Sul tema è stato pubblicato anche un documento di supporto dedicato, intitolato “Learn about Apple Intelligence usage limits”, che chiarisce alcuni aspetti. Primo: i limiti scatteranno in futuro, non subito, ma non viene indicato quando né con quali soglie. Secondo: al raggiungimento del tetto la funzione interessata diventa non disponibile per un certo periodo, dopo il quale l’accesso viene ripristinato. Nessun rallentamento, nessuna versione ridotta, semplicemente uno stop temporaneo. I limiti, spiega l’azienda, possono variare in base alla funzione, alla complessità della richiesta, al carico del sistema, alle politiche di sistema e ad altri fattori. E poi la frase che pesa: un accesso ampliato a queste funzioni sarà disponibile a pagamento. Quanto costerà e in quale forma verrà proposto non è ancora stato detto, ma un indizio era già emerso alla WWDC, quando Apple aveva anticipato che i piani iCloud+ più capienti avrebbero incluso un accesso ampliato alle funzioni soggette a limiti.
Telecamere di casa, il legame con l’abbonamento è già scritto
Esiste un ambito in cui il rapporto tra abbonamento e intelligenza artificiale è già quantificato con precisione, e riguarda le telecamere. Alcune funzioni di Apple Intelligence nell’app Casa, per esempio i riassunti dei video, sono legate a un numero di dispositivi che dipende dal piano sottoscritto: fino a 1 telecamera con il piano da 2TB a 9,99 euro al mese, fino a 2 telecamere con quello da 6TB a 29,99 euro al mese e fino a 5 telecamere con il piano da 12TB a 59,99 euro al mese. L’azienda precisa che il numero di telecamere supportate e le altre caratteristiche dei piani potrebbero cambiare nel tempo.

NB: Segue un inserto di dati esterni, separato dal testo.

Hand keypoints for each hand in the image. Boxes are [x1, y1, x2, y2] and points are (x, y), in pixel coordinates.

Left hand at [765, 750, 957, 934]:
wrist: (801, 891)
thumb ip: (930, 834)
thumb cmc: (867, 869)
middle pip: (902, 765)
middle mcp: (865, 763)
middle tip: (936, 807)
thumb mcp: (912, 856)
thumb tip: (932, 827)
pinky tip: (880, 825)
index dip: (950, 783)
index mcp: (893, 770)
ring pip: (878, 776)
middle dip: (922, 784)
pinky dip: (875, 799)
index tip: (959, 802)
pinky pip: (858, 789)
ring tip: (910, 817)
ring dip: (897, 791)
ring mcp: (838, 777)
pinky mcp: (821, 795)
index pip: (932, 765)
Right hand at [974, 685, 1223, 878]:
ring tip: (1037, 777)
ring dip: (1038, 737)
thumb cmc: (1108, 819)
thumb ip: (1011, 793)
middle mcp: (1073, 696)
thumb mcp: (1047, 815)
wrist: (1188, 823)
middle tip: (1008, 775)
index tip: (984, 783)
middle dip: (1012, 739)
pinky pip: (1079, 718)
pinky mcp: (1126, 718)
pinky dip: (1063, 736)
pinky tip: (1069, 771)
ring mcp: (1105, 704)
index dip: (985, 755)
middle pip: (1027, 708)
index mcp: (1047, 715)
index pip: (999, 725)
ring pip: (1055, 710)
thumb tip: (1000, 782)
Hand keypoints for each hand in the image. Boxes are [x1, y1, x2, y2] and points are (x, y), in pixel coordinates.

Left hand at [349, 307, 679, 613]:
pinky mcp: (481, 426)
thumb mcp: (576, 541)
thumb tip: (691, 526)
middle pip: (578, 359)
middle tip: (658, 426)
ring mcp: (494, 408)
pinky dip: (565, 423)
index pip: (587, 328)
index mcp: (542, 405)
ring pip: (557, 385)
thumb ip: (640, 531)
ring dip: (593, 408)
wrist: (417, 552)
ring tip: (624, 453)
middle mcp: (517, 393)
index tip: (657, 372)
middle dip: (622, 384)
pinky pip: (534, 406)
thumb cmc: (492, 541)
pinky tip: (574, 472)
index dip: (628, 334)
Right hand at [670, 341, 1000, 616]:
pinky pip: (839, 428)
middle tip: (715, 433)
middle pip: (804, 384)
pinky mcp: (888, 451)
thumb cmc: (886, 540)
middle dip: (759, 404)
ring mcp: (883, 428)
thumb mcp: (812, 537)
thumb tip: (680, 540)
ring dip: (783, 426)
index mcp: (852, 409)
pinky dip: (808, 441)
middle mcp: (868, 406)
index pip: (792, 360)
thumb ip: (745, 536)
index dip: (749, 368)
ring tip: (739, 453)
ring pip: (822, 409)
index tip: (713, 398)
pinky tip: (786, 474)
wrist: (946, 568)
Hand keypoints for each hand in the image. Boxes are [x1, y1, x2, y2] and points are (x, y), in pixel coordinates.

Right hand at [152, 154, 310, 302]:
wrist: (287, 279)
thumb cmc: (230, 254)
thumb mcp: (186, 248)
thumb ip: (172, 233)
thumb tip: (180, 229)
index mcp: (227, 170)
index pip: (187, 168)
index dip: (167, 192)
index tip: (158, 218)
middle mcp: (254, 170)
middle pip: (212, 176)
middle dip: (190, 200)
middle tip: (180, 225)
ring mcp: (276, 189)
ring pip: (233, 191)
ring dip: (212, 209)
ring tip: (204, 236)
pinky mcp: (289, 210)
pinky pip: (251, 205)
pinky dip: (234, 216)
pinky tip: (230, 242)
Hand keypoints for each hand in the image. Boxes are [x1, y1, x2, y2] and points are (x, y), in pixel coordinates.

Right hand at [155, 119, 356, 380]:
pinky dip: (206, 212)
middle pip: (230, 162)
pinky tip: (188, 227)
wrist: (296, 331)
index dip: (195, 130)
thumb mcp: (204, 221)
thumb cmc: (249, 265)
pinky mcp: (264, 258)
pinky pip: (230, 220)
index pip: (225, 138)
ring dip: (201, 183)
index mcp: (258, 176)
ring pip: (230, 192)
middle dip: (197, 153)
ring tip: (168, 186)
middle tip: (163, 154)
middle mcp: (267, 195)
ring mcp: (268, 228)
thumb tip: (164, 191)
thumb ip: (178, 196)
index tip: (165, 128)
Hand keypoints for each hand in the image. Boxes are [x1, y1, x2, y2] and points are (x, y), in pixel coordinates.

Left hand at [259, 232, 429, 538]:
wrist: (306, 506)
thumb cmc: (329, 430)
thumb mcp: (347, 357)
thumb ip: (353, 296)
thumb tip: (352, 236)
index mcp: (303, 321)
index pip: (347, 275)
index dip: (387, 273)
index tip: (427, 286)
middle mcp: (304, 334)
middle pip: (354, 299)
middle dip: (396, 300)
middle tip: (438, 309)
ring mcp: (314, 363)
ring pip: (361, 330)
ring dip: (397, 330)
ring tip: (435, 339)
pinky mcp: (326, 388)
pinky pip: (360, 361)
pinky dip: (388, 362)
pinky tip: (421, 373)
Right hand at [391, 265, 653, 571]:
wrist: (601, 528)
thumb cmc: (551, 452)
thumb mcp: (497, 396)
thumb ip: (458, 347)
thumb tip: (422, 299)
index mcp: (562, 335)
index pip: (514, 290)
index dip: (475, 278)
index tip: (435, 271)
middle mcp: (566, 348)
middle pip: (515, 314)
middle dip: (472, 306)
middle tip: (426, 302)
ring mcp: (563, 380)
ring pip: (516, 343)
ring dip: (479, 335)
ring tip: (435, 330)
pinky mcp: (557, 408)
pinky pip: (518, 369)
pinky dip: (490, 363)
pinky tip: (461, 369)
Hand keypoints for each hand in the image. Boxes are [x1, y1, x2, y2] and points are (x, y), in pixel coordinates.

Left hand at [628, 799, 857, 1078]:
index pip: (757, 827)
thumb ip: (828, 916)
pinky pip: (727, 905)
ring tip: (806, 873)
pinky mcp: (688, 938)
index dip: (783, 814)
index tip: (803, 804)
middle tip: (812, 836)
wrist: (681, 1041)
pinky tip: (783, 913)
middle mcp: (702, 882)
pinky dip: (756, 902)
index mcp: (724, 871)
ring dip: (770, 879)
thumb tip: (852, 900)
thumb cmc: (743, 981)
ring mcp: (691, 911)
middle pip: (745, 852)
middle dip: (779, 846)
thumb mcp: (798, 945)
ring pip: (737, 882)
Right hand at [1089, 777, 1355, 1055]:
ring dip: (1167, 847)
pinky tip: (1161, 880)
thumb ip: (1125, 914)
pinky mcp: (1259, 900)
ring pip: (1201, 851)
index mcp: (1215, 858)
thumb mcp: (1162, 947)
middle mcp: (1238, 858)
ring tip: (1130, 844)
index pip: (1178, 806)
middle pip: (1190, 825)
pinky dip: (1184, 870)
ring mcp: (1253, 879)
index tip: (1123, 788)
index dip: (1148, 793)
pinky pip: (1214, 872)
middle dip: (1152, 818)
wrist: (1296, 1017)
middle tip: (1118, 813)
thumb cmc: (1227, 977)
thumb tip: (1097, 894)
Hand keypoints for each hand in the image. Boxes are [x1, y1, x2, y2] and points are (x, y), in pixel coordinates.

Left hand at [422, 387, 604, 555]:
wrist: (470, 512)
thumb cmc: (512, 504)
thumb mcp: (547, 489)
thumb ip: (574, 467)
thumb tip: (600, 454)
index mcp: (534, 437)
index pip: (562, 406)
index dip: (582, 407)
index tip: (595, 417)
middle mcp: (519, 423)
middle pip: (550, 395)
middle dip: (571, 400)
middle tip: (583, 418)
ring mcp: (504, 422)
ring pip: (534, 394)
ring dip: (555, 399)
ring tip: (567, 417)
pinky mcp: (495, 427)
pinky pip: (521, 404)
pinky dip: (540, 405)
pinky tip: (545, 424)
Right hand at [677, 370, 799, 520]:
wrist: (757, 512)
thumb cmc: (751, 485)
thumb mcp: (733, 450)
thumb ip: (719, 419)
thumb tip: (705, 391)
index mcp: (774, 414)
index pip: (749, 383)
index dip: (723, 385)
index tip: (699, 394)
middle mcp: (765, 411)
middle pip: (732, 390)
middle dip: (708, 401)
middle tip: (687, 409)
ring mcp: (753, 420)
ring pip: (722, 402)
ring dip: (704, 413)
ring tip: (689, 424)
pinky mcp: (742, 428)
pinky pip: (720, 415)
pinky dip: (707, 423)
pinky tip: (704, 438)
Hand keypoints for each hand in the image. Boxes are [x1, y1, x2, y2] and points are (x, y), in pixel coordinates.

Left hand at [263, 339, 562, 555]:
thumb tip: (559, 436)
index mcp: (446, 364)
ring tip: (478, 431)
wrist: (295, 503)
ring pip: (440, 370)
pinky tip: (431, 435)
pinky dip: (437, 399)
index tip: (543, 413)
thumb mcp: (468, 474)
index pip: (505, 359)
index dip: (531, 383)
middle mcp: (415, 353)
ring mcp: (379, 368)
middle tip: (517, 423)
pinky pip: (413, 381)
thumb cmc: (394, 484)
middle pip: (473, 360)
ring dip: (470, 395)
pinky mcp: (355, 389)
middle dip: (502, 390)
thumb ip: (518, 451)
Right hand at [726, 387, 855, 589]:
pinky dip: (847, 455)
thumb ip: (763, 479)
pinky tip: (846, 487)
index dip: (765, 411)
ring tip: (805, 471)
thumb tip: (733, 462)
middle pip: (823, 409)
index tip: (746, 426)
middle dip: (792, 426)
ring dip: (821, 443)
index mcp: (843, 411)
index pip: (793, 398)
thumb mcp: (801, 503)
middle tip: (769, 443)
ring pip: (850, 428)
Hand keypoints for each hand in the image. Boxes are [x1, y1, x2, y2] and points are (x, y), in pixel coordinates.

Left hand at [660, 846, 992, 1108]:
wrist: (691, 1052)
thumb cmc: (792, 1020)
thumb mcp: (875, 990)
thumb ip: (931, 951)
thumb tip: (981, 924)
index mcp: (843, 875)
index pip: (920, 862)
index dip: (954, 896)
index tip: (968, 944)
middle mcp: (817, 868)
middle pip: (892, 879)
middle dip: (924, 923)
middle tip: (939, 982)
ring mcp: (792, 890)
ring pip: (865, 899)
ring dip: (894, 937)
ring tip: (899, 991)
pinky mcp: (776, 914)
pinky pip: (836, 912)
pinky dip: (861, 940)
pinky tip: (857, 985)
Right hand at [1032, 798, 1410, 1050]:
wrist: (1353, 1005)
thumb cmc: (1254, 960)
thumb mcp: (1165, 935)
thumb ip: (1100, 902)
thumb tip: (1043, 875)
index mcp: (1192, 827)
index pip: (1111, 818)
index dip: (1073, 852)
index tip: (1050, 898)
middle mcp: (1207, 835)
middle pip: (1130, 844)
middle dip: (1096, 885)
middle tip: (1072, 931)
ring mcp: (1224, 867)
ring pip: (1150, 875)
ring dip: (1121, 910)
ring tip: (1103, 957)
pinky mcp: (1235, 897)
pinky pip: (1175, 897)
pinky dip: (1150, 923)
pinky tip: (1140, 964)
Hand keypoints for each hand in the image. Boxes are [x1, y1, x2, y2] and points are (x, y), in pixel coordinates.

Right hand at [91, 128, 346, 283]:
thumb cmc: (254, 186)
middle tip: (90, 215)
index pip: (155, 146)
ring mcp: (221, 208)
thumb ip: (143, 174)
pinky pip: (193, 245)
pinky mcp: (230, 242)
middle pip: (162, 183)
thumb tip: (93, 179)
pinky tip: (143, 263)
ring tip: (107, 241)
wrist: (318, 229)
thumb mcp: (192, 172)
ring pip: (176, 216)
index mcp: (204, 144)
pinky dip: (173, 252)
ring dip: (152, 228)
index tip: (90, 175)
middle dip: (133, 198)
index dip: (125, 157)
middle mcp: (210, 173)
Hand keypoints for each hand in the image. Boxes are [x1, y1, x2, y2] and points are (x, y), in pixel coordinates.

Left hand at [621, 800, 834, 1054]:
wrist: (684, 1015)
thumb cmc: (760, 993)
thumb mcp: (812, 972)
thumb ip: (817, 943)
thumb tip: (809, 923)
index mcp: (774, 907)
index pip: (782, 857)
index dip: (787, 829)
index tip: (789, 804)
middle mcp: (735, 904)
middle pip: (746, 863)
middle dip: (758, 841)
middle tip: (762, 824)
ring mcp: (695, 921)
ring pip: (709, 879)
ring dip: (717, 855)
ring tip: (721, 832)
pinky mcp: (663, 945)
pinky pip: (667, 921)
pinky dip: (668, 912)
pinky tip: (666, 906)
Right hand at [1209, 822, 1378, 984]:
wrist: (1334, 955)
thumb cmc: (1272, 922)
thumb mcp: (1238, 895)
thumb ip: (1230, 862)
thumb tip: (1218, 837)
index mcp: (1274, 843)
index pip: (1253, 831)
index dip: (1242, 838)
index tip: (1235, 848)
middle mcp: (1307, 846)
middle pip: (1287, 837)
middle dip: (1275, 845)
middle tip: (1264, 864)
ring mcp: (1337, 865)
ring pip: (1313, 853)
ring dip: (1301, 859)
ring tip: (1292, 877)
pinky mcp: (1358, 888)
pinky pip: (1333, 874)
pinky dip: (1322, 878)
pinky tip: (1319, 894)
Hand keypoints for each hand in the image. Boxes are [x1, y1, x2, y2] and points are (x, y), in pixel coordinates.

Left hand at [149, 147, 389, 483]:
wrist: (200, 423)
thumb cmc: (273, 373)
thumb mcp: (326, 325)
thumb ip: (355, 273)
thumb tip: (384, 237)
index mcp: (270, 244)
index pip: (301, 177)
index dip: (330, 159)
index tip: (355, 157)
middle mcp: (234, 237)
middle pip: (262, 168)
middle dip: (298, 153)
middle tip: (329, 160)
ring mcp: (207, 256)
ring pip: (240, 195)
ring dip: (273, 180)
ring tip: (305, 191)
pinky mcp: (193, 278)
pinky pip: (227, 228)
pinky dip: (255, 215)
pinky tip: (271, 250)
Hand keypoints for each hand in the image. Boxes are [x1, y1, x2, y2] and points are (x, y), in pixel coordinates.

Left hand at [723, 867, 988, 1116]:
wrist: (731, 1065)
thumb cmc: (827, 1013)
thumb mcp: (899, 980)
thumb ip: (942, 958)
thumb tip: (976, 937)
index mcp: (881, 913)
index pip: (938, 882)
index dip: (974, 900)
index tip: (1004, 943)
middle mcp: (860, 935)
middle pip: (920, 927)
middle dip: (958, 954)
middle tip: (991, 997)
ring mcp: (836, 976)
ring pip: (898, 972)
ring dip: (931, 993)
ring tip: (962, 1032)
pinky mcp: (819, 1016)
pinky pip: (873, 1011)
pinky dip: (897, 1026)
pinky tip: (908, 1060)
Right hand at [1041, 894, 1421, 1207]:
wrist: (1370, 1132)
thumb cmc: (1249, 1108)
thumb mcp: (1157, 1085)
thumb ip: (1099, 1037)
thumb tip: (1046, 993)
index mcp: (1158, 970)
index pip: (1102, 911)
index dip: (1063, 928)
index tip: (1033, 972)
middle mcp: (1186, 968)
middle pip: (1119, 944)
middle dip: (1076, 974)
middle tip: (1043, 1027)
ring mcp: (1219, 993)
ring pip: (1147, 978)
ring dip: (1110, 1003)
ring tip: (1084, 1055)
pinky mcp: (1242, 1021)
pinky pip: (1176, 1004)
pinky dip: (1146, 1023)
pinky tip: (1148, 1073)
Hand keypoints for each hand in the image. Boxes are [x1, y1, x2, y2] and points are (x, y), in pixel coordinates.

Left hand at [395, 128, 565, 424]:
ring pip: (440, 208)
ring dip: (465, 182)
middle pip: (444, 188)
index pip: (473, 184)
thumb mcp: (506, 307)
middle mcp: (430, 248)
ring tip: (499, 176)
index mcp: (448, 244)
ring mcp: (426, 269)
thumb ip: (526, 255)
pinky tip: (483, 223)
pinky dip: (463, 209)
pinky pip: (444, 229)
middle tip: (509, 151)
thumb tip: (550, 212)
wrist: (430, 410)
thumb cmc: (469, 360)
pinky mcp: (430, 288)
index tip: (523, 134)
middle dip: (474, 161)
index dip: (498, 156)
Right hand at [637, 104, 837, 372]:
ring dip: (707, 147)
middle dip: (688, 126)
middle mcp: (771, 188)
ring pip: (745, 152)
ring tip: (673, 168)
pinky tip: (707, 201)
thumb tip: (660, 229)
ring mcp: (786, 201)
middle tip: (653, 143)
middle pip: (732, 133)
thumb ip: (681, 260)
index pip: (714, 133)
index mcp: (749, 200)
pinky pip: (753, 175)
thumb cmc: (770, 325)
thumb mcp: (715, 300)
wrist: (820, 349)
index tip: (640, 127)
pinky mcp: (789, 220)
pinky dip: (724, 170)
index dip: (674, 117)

C’è infine il capitolo delle Apple Intelligence Usage Terms, le condizioni d’uso che fissano requisiti dei dispositivi, disponibilità, limiti di età e modalità di intervento in caso di violazioni. Il passaggio più interessante riguarda quello che Apple definisce uso irragionevole: un utilizzo eccessivo, abusivo, automatizzato, fraudolento, illegale o comunque irragionevole, compreso quello che incide in modo sostanziale sulla disponibilità del servizio o sugli altri utenti, può essere limitato, rallentato, sospeso o sottoposto a limiti aggiuntivi. A decidere cosa sia irragionevole è l’azienda stessa, valutando volume di utilizzo, frequenza, complessità delle richieste, carico del sistema e schemi d’uso. Apple si riserva inoltre il diritto di indagare e di agire contro qualsiasi utilizzo che violi le condizioni, fino a limitare, sospendere o terminare l’accesso alle funzioni. Le stesse condizioni possono essere aggiornate nel tempo, e continuare a usare le funzioni dopo una modifica equivale ad accettarle. iOS 27 con Siri AI e le altre novità arriva il 14 settembre, mentre i nuovi iPhone e i nuovi Apple Watch saranno nei negozi dal 18 settembre.